Michael S. Cookson, MD, MMHC: One of the things that, in the meantime, has been shown to be beneficial for the non-invasive bladder components is what the urine markers can tell you. And I think the MD Anderson group, Ashish Kamat, and some others have shown urinary FISH (fluorescence in situ hybridization) testing at that 6-week marker after 3 and 6 months, after you’ve done the BCG (Bacillus Calmette-Guérin). If you have a positive FISH, we used to just think it was “anticipatory-positive” if the look in the bladder was negative. But what’s coming out now is that within a short period of time, those patients will declare themselves as failures. So, another definition of BCG-unresponsive, this molecular failure using a FISH assay, rather than traditional cytology, has proven to be very powerful. And then urinary cytokines looking at collections of different substances in the urine after the treatment can also sometimes tell us what the bladder is doing and if we’re getting that immune-based response that we need as we wait for these much needed tissue-based markers.

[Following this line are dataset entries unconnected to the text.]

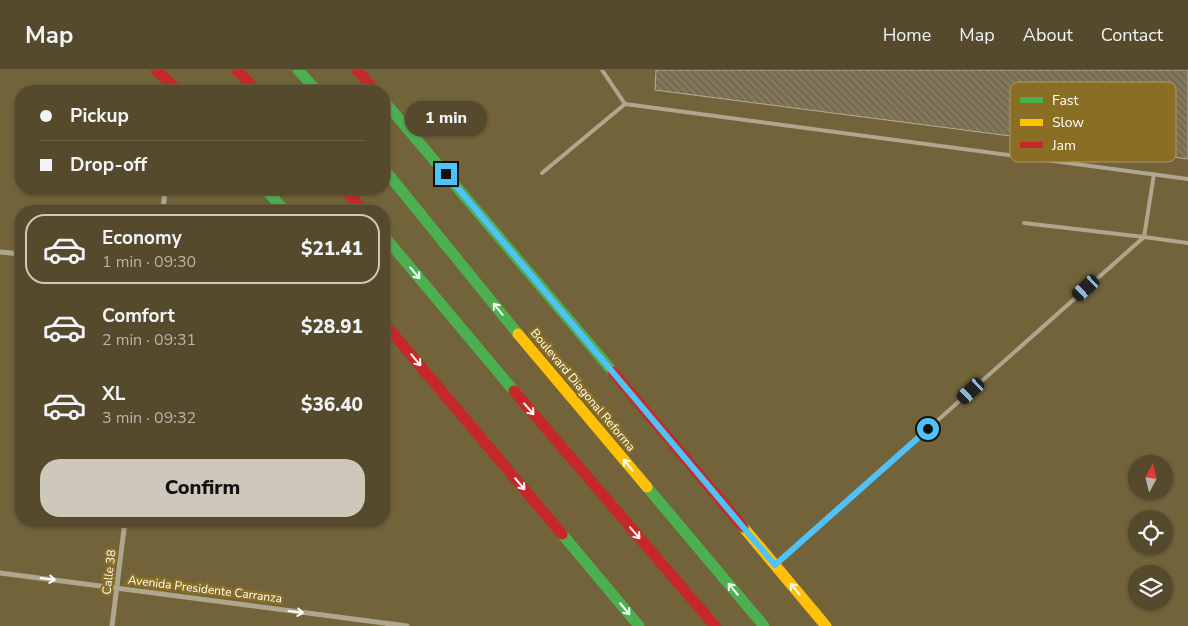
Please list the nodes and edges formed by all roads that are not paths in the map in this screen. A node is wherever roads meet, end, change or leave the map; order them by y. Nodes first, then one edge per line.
1 (156, 70) edge
2 (237, 70) edge
3 (298, 70) edge
4 (357, 70) edge
5 (602, 70) edge
6 (172, 85) edge
7 (251, 85) edge
8 (312, 85) edge
9 (370, 85) edge
10 (625, 104) junction
11 (390, 108) edge
12 (1010, 155) edge
13 (1063, 162) edge
14 (542, 173) dead end
15 (1154, 174) junction
16 (390, 176) edge
17 (1188, 179) edge
18 (270, 195) edge
19 (349, 195) edge
20 (280, 205) edge
21 (359, 205) edge
22 (1024, 223) dead end
23 (1144, 238) junction
24 (390, 243) edge
25 (1188, 244) edge
26 (0, 252) edge
27 (15, 253) edge
28 (390, 330) edge
29 (124, 527) edge
30 (775, 565) junction
31 (0, 573) edge
32 (117, 588) junction
33 (112, 626) edge
34 (407, 626) edge
35 (639, 626) edge
36 (715, 626) edge
37 (764, 626) edge
38 (826, 626) edge

1 - 6 main road
2 - 7 main road
3 - 8 main road
4 - 9 main road
5 - 10 lane
10 - 12 lane
10 - 14 lane
11 - 30 main road
13 - 15 lane
15 - 17 lane
15 - 23 lane
37 -> 16 main road, Boulevard Diagonal Reforma
18 - 20 main road
19 - 21 main road
22 - 23 lane
23 - 25 lane
23 - 30 lane
24 -> 36 main road
26 - 27 street
28 -> 35 main road
29 - 32 street, Calle 38
38 -> 30 main road
31 -> 32 street, Avenida Presidente Carranza
32 - 33 street, Calle 38
32 -> 34 street, Avenida Presidente Carranza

Raoul S. Concepcion, MD: I think most people don’t realize that bladder cancer from diagnosis to death is one of the most expensive cancers to actually take care of. And it’s not always because of therapy. Since the majority of patients present with non-muscle invasive bladder cancer, as urologists, we’re doing constant surveillance, cystoscopy, and imaging with the fear that we just don’t have a great marker for who is going to progress and who is going to stay with that TA (non-invasive papillary carcinoma) lesion, low-grade, high-grade, that will never progress to muscle-invasive disease.

Michael S. Cookson, MD, MMHC: I’ve heard some famous medical oncology urologists say that bladder cancer traditionally was the most depressive disease to treat. Once you failed platinum, you had very little to offer. We could be on the cusp of something really big and really exciting for our patients and for our medical oncology colleagues to get engaged in the treatment as these immune therapies become available. So, I’m excited about it.

Raoul S. Concepcion, MD: Dan, you’ve given a tremendous amount of these immune therapies. Are these anti-PD-1, PD-L1 drugs pretty well tolerated by the patient?

Daniel P. Petrylak, MD: They’re fairly well tolerated, but you also can’t get lulled into a false sense of security with some of these immune checkpoint inhibitors. Diarrhea is managed very, very differently in a patient who’s on immune therapy. You can get a checkpoint inhibitor-induced colitis. You can get pulmonary changes. Interstitial pneumonitis can also occur in about 5% of patients, and that needs to be managed with steroids and supportive care. Compared to chemotherapy, it’s much, much easier to tolerate. Bu, you can’t get lulled into the false sense of security that you’re home-free. And I think that’s going to become more evident as we combine some of the checkpoint inhibitors together, particularly drugs such as ipilimumab and any of the CTLA4 (cytotoxic T-lymphocyte antigen 4) inhibitors. Those can, when combined with a PD-1 or PD-L1, have significant toxicity.

Raoul S. Concepcion, MD: So, the CTLA4s, those are primarily at the lymph node level, correct, as opposed to being at the primary, or do you see a lot of activity there?

Daniel P. Petrylak, MD: No, they both act on the T-cells. It’s just simply a different receptor that’s been targeted.